Greetings, Unk and Aunt.
I have one major childhood trauma that I will never forget involving something I saw on the T.V. It was during the 1970s, before we imagined that anything like VCRs or DVDs awaited us in the future, and we were at the complete, horrid mercy of the networks to see any movie, and if we missed it then, it may have been a year or longer before we had the opportunity to see whatever neat little offering we missed again.
Anyway, I have been a fan of horror cinema for as long as I can remember, and also the fan of supposed real life monsters like Bigfoot. So I was thrilled when I checked the TV GUIDE and found out that a movie called CURSE OF BIGFOOT was going to be aired on T.V. that afternoon. This weird and somewhat demented little gem of a film that attempts to cash in on a real-life legend is more than worth the effort of finding on video for aficionados of the more bizarre horror films. The fun–and the major trauma–started (I kid you not) in the prologue before the opening credits!
I remember expecting this movie to do the usual and wait until the second half of the film to show a clear shot of the titular monster, but this particular prologue was an exception to this often tantalizing rule that ended up making me feel unhappy rather than thrilled.
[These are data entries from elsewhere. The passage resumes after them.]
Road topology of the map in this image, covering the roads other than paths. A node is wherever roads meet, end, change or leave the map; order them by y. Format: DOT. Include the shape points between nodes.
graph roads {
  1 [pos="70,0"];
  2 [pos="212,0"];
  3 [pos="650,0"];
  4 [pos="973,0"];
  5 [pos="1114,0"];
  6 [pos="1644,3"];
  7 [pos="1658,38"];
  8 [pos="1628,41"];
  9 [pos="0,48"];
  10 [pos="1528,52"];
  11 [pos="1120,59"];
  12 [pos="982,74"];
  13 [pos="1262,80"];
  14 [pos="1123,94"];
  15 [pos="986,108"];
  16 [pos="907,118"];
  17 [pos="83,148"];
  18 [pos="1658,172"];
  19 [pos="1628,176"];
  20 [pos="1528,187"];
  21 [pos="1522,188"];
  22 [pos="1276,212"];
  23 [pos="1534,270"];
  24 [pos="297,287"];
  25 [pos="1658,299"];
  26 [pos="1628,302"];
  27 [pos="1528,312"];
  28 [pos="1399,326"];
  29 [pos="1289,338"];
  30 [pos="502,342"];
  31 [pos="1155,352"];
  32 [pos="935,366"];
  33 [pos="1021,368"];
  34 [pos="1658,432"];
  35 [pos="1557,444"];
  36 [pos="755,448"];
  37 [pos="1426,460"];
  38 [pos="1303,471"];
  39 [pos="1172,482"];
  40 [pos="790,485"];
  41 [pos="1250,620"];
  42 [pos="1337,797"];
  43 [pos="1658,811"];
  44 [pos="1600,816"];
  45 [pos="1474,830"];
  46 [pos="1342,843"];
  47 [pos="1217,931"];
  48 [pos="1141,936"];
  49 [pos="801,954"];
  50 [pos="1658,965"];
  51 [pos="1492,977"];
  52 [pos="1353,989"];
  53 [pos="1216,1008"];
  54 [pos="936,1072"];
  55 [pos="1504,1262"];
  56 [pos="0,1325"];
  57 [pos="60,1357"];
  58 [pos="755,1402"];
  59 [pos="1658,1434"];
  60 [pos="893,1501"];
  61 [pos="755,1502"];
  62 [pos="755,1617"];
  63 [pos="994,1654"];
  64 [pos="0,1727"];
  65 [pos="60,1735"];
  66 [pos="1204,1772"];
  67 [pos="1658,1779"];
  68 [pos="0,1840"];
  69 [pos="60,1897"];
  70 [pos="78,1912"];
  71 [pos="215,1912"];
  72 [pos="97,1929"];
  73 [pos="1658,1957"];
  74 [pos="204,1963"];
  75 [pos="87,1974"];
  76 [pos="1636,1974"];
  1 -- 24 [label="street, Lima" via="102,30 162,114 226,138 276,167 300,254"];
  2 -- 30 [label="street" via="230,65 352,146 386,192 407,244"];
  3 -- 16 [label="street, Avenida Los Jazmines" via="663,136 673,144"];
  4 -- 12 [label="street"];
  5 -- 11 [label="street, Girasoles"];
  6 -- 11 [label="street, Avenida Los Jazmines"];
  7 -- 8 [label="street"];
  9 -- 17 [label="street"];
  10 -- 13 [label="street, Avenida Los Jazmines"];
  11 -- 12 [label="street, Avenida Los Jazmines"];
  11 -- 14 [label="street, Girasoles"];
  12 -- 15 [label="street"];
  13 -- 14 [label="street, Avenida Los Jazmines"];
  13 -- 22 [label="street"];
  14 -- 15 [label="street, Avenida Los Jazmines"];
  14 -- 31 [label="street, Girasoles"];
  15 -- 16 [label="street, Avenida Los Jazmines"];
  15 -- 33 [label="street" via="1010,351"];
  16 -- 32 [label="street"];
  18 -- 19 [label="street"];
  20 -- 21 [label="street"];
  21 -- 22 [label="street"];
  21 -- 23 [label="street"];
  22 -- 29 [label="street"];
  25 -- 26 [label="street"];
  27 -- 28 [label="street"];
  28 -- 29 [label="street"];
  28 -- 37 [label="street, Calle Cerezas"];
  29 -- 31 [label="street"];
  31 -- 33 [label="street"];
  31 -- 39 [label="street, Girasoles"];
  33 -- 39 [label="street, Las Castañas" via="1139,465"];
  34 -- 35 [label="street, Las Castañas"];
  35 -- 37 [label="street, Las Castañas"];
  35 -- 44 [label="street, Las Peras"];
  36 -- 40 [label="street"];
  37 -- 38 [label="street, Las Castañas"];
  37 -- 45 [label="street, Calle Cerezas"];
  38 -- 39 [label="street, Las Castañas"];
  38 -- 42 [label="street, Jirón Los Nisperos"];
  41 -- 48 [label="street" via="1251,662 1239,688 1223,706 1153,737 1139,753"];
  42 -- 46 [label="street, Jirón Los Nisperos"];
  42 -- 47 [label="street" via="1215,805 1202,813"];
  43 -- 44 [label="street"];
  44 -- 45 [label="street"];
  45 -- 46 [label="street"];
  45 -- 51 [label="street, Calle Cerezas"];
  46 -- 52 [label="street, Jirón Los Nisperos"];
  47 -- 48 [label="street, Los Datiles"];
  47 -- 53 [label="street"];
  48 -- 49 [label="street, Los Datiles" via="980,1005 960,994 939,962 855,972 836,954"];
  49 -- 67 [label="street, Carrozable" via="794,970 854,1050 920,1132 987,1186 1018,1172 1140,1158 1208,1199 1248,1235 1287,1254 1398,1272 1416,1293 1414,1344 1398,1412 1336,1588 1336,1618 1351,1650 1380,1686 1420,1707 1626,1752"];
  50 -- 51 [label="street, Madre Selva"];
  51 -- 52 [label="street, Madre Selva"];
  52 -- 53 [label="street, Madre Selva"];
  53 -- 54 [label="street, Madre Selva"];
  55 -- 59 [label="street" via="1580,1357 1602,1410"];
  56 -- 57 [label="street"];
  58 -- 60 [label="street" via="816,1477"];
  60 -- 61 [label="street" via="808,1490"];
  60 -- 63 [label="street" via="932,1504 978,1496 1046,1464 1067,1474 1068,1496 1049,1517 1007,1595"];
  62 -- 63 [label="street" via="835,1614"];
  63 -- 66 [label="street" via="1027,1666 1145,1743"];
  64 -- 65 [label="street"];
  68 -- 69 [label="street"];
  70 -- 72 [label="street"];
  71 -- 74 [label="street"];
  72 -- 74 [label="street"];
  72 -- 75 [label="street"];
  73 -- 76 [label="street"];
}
Not only did this opening sequence feature a genuinely creepy voice-over by some invisible narrator describing this alleged prehistoric hominid horror in a way that truly chilled my bones (he said the creature was "more beast than man…", or something like that), but within just several seconds we are suddenly treated to a long shot of the full creature, where the beast-man quickly proceeds to walk straight up to the camera so that we get a very uncomfortable–and bone-chilling–close-up shot of its truly hideous face!
Its wicked scream as it approached the camera was almost as bad as its madness-inducing countenance. And if that wasn't enough, immediately afterwards we saw a totally unnecessary but no less horrifying scene of the creature's forearm and hand up against a huge rock or some sort of solid object with pools of blood pouring down from it.
That was just too much for me, and I quickly ran in the kitchen where a few adult family members were hanging out. That opening sequence of a memorable little B-film from the 1960s provided me with a major childhood trauma, and it did so in what amounted to less than two minutes of screen time in the prologue sequence, no less. Is that a new record for a film-induced trauma?
–Chris Nigro
UNK SEZ: Thanks Chris, for the great traumafession! Maybe you should count your blessings that you dropped out of CURSE OF BIGFOOT when you did because after that opening, it's all down hill from there! In fact, the second half of the movie, if I recall correctly, recycles footage from an earlier film entitled TEENAGERS BATTLE THE THING (1958). That alone wouldn't be so bad except for the fact that T.B.T.T. has nothing to do with our pal Bigfoot at all and instead involves an ancient ape mummy!
Also Chris thanks for informing us about your two traum-tastic websites!
Kids, check out all the coolness that Chris has been up to; one of his websites is a personal homage to Godzilla called THE GODZILLA SAGA, and the other is called THE WARRENVERSE. It concerns those awesome old magazines like EERIE and CREEPY and you can find that one HERE. Make sure you visit both!
Is it just me, or does that look more like a zombie than a bigfoot?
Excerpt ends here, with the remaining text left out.